Piano, Beethoven, Lortie

Alain Brunet

La maison Chandos, avec qui Louis Lortie a été surtout associé jusqu'à une période relativement récente, a lancé ce coffret de neuf CD: entre 1991 et 2010, le virtuose a fini par enregistrer les 32 sonates pour piano de Ludwig van Beethoven, dont l'Opus 6 en ré majeur composée pour quatre mains - d'où la participation d'Hélène Mercier. Résidant en Allemagne depuis nombre d'années, le pianiste québécois est particulièrement friand de cet extraordinaire corpus créé pour son instrument de prédilection. Le protagoniste de cette vaste entreprise, échelonnée sur deux décennies, dit de Beethoven qu'il a été été le maître compositeur ayant le plus fait évoluer la forme sonate au cours d'une vie humaine. Et comment! Après avoir procédé à l'écoute du cycle complet de ces sonates, on ne peut que conclure au génie du compositeur, bien au-delà des clichés qui lui sont collés... et que Lortie s'applique à déjouer depuis ses débuts. Ainsi, notre virtuose québécois se retrouve dans son élément. Vraiment! Sans prétendre à quelque comparaison avec d'autres exécutions de la même trempe, je me permets ces remarques: la fluidité du jeu, la perfection du phrasé à tous les niveaux de difficulté, la grâce des nuances inscrites dans chacune de ces sonates, la compréhension profonde de leurs variations, l'éloquence circonspecte, la maturité du jeu acquise au fil du temps, voilà autant de variables qui me mènent à croire que Louis Lortie demeure un très grand interprète de Beethoven.

_____________________________________________________________________________

* * * * 1/2

CLASSIQUE. LOUIS LORTIE. Louis Lortie plays Beethoven. Complete Piano Sonatas (9 CD). Chandos.

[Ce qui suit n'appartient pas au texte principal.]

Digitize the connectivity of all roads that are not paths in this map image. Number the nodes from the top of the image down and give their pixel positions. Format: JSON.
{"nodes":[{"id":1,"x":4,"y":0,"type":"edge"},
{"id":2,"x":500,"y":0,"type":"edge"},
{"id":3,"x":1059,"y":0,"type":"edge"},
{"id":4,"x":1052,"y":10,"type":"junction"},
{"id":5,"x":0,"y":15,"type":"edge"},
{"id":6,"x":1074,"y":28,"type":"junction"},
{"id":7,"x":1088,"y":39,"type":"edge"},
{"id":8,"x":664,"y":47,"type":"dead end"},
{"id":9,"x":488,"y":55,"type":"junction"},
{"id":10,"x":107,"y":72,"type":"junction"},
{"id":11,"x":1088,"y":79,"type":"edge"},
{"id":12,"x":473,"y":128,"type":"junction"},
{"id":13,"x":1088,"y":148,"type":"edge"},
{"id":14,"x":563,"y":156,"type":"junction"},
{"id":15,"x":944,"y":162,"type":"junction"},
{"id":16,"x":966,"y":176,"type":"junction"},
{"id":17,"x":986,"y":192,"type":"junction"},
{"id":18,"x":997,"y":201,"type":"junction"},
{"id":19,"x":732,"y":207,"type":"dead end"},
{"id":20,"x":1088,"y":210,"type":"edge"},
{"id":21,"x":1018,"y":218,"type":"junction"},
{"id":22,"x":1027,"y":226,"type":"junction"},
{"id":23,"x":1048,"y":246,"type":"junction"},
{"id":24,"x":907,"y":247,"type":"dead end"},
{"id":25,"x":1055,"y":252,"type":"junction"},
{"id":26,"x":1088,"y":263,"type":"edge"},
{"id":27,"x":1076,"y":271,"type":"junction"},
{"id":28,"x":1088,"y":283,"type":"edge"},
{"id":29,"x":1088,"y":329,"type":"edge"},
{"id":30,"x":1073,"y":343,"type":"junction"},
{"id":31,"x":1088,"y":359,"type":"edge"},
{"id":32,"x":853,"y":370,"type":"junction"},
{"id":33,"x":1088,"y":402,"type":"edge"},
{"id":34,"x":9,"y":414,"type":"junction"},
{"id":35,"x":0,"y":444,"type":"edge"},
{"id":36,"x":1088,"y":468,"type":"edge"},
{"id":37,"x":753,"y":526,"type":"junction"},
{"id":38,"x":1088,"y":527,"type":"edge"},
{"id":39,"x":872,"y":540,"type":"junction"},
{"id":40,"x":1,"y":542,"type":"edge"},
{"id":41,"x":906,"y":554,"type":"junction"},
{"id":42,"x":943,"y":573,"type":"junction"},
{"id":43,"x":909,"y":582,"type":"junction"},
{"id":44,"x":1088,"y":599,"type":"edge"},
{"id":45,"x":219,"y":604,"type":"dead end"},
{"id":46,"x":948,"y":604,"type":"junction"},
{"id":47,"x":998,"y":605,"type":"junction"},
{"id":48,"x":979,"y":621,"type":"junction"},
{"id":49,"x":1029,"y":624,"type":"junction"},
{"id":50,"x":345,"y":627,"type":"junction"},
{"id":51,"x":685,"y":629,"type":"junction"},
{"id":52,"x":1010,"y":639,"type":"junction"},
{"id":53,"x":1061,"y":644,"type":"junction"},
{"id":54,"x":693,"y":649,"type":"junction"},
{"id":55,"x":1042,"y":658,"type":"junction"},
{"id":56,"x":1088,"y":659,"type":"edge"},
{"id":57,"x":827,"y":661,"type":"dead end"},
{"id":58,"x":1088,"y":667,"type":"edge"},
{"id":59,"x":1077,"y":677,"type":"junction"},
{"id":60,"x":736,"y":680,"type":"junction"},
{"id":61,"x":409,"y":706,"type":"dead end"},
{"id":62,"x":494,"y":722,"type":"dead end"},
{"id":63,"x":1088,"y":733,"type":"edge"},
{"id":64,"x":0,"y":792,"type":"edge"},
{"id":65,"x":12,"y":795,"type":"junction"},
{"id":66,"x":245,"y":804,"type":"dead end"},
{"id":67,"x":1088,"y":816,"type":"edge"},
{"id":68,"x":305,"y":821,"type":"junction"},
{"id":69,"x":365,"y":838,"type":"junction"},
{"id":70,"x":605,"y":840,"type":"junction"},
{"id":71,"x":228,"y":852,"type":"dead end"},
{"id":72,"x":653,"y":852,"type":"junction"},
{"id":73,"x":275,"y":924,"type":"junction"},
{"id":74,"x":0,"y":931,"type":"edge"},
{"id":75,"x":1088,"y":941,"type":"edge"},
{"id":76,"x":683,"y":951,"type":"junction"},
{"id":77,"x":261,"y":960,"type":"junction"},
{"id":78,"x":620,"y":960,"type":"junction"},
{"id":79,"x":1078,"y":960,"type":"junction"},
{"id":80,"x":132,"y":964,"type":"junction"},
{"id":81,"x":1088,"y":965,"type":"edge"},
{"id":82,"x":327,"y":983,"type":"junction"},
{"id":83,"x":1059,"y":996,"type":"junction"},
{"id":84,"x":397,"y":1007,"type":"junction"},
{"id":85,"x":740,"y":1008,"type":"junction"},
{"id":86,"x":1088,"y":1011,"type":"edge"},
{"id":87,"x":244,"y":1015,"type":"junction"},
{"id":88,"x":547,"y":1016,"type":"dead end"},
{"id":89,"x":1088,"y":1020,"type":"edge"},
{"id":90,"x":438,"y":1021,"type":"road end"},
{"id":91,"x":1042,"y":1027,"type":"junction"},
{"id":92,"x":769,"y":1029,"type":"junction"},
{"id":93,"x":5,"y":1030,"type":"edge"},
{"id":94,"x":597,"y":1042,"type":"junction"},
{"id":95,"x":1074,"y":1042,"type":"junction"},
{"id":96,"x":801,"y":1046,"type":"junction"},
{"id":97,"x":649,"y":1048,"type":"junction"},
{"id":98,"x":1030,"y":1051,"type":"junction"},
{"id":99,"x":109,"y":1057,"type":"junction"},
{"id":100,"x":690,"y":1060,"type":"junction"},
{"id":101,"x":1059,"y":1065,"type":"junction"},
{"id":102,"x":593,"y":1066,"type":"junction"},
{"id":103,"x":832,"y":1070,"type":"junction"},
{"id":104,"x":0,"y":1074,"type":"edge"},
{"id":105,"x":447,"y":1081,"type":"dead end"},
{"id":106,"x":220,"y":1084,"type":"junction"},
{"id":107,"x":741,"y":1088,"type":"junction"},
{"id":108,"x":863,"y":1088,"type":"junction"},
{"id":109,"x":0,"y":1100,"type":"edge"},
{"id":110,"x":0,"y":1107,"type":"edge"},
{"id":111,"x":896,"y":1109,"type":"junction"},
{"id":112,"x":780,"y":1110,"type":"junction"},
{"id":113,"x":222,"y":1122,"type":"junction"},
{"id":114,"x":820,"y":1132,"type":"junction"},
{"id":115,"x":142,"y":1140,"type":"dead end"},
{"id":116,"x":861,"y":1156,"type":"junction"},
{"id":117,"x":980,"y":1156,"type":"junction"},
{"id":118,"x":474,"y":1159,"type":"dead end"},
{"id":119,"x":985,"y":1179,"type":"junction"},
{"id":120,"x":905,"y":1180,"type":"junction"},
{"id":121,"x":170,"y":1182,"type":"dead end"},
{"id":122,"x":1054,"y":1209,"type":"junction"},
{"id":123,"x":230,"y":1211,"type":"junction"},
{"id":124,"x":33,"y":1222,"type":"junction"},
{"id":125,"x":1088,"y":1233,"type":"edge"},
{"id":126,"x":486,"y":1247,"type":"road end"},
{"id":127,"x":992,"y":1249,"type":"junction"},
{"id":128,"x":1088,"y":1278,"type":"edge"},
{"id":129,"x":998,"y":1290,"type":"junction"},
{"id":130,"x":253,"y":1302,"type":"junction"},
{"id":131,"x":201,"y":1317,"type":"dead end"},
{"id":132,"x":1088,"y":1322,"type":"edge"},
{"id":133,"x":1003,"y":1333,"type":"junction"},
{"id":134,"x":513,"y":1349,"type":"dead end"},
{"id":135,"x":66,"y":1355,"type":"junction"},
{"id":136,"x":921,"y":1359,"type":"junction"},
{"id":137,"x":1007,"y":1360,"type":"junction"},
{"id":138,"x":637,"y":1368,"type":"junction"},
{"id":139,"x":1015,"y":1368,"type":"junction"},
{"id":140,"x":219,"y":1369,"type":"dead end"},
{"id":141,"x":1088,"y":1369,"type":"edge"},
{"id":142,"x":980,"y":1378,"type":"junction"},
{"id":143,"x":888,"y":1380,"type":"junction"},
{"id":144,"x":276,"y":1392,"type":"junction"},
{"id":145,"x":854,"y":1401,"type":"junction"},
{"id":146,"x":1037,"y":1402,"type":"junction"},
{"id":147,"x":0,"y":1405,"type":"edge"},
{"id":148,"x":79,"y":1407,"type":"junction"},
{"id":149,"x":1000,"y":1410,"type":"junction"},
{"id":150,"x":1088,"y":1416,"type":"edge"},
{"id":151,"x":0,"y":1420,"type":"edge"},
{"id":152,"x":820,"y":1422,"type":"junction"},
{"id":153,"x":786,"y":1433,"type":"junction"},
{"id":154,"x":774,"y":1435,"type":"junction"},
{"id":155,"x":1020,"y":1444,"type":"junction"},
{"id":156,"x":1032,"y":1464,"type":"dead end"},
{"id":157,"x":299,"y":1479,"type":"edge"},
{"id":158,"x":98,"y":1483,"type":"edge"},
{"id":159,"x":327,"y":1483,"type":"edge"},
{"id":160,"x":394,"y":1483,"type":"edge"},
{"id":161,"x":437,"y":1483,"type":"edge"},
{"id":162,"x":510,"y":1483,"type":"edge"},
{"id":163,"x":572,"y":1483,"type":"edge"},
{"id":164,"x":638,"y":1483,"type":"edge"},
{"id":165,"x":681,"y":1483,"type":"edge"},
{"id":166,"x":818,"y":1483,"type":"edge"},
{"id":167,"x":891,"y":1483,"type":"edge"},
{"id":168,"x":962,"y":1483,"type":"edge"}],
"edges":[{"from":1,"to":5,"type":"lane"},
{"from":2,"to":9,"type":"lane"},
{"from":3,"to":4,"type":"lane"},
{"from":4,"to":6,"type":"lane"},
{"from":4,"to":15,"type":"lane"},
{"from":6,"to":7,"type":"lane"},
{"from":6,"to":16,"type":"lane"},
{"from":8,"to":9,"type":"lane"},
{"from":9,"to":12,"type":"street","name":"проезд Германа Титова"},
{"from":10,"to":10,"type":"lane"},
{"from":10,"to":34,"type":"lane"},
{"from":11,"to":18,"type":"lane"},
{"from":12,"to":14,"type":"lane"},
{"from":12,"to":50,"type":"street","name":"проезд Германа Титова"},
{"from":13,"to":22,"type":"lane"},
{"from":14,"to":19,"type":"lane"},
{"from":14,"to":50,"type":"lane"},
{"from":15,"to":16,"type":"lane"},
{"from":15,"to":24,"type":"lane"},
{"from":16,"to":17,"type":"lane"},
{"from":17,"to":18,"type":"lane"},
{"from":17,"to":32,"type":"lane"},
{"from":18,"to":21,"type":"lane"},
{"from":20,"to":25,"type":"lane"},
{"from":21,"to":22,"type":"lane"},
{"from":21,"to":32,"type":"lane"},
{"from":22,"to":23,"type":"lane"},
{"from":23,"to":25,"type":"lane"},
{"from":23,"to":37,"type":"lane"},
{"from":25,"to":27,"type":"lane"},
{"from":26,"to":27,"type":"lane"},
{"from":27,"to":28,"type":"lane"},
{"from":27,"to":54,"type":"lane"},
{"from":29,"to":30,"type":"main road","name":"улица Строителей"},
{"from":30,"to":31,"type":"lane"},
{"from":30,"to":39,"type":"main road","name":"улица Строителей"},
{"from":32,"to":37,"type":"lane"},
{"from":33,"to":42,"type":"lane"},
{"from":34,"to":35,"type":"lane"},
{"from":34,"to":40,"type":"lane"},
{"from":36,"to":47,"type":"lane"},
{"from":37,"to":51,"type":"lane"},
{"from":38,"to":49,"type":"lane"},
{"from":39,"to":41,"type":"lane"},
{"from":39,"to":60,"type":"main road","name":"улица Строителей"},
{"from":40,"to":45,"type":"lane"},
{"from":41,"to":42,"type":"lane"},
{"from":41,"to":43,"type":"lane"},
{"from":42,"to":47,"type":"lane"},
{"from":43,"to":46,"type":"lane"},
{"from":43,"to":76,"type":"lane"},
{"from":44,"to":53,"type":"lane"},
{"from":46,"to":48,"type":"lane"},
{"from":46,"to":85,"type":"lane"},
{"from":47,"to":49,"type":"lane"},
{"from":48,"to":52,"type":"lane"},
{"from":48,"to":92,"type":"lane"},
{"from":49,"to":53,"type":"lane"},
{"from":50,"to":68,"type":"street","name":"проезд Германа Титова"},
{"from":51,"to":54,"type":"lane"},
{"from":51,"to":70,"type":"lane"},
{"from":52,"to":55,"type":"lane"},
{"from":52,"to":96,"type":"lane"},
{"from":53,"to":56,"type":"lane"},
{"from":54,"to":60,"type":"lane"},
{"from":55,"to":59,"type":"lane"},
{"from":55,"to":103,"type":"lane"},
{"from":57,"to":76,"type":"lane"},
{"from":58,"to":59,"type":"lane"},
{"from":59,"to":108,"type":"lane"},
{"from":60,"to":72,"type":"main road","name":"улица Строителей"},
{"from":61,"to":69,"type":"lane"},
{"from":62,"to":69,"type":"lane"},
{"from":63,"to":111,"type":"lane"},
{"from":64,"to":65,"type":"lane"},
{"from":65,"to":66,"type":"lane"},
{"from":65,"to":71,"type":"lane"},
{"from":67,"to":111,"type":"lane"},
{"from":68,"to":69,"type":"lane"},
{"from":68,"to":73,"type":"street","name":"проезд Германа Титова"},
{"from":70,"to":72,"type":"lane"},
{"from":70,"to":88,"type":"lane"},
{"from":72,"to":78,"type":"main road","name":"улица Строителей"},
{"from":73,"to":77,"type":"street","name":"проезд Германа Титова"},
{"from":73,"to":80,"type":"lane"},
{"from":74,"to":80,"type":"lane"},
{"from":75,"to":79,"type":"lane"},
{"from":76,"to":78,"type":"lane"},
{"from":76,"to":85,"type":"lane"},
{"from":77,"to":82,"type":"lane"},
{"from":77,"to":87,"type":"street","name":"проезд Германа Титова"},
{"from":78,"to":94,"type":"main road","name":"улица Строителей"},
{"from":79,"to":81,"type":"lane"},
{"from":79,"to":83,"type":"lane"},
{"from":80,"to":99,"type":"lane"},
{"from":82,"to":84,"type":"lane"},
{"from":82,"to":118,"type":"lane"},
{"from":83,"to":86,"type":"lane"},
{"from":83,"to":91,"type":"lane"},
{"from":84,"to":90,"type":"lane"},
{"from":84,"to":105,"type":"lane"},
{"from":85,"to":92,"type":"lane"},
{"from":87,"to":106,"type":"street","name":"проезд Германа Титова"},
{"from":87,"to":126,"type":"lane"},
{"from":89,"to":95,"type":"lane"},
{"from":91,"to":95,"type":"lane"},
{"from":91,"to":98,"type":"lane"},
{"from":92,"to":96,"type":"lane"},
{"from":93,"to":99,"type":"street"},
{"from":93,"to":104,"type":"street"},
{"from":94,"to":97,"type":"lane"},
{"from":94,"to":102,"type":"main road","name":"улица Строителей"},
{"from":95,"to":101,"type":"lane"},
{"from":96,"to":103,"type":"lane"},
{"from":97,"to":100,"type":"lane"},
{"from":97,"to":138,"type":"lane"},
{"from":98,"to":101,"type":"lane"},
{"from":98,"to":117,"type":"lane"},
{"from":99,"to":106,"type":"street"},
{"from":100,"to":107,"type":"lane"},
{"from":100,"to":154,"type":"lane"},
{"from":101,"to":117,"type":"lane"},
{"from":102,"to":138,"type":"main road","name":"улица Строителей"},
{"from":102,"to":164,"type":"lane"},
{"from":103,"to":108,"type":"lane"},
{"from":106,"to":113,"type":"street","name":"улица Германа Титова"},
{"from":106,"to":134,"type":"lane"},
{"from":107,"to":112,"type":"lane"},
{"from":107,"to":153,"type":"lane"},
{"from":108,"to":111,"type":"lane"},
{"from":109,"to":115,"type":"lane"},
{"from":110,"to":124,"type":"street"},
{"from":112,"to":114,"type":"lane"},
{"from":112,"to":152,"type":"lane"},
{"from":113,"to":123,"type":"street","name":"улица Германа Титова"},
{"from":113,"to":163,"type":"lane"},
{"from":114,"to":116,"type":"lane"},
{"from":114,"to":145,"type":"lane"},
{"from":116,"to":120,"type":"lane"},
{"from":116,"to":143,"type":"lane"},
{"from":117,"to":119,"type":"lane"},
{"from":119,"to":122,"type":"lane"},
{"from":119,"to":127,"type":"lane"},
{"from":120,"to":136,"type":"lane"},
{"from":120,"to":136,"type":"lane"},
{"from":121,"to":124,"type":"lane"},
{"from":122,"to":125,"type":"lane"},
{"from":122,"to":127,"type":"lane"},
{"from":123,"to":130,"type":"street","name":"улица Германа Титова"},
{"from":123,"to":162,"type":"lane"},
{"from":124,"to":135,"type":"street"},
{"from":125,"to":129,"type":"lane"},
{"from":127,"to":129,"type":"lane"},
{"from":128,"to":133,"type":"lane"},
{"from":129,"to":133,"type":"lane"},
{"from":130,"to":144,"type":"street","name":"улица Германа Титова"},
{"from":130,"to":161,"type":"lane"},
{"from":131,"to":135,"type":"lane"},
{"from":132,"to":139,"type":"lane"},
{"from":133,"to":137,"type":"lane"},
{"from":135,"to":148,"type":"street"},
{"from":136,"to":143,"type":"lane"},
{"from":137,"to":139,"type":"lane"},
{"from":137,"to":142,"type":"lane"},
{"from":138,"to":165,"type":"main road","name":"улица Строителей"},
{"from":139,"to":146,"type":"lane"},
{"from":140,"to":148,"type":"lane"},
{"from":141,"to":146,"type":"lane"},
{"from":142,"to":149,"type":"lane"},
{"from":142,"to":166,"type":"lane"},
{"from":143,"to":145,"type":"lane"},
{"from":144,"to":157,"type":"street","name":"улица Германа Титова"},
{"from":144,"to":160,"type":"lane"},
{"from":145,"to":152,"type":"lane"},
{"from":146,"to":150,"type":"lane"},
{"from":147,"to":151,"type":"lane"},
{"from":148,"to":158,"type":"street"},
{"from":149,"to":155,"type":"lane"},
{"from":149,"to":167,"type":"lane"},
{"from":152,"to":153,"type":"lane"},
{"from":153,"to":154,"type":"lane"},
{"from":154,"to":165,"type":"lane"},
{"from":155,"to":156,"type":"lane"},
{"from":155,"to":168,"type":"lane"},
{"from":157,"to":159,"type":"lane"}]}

L'intégrale en format de poche

Alain Brunet

Pour cette réédition, Universal a choisi l'économie de moyens, la frugalité, le format de poche, quoi. Depuis l'apparition du CD au cours des années 80, l'intégrale de ses albums studio s'est déjà retrouvée dans de fastes coffrets avec livre illustré, pages glacées et tout et tout. Voici la version minimaliste. Livret avec «repères biographiques», pochettes cartonnées avec illustrations originelles, albums certes remasterisés... Est-ce vraiment l'approche à préconiser à l'époque où le CD se meurt? Ne vaudrait-il pas mieux transformer ces produits physiques en objets de luxe? S'il est possible de télécharger à (très) peu de frais ces albums, pourquoi procéder ainsi? Réponse: pour satisfaire les consommateurs de CD qui n'ont pas vraiment transformé leurs habitudes. Toujours est-il que Brassens a fait 14 albums studio au cours d'une carrière qui s'est malheureusement terminée abruptement en octobre 1981. Si cette production n'est pas immense, sa substance l'est, à n'en point douter. Il suffit de se repasser ces albums afin d'y recenser cette pléthore de classiques, textes parfaits et consonants, tellement forts qu'un accompagnement musical des plus sobres d'allégeance folky-jazzy-manouche (guitares acoustiques et contrebasse), a généralement suffi à mettre en valeur. De 1953, année de La mauvaise réputation et du Gorille, jusqu'à 1977, année des annonciatrices Trompe la Mort et La messe du pendu, Brassens aura déployé son génie chansonnier.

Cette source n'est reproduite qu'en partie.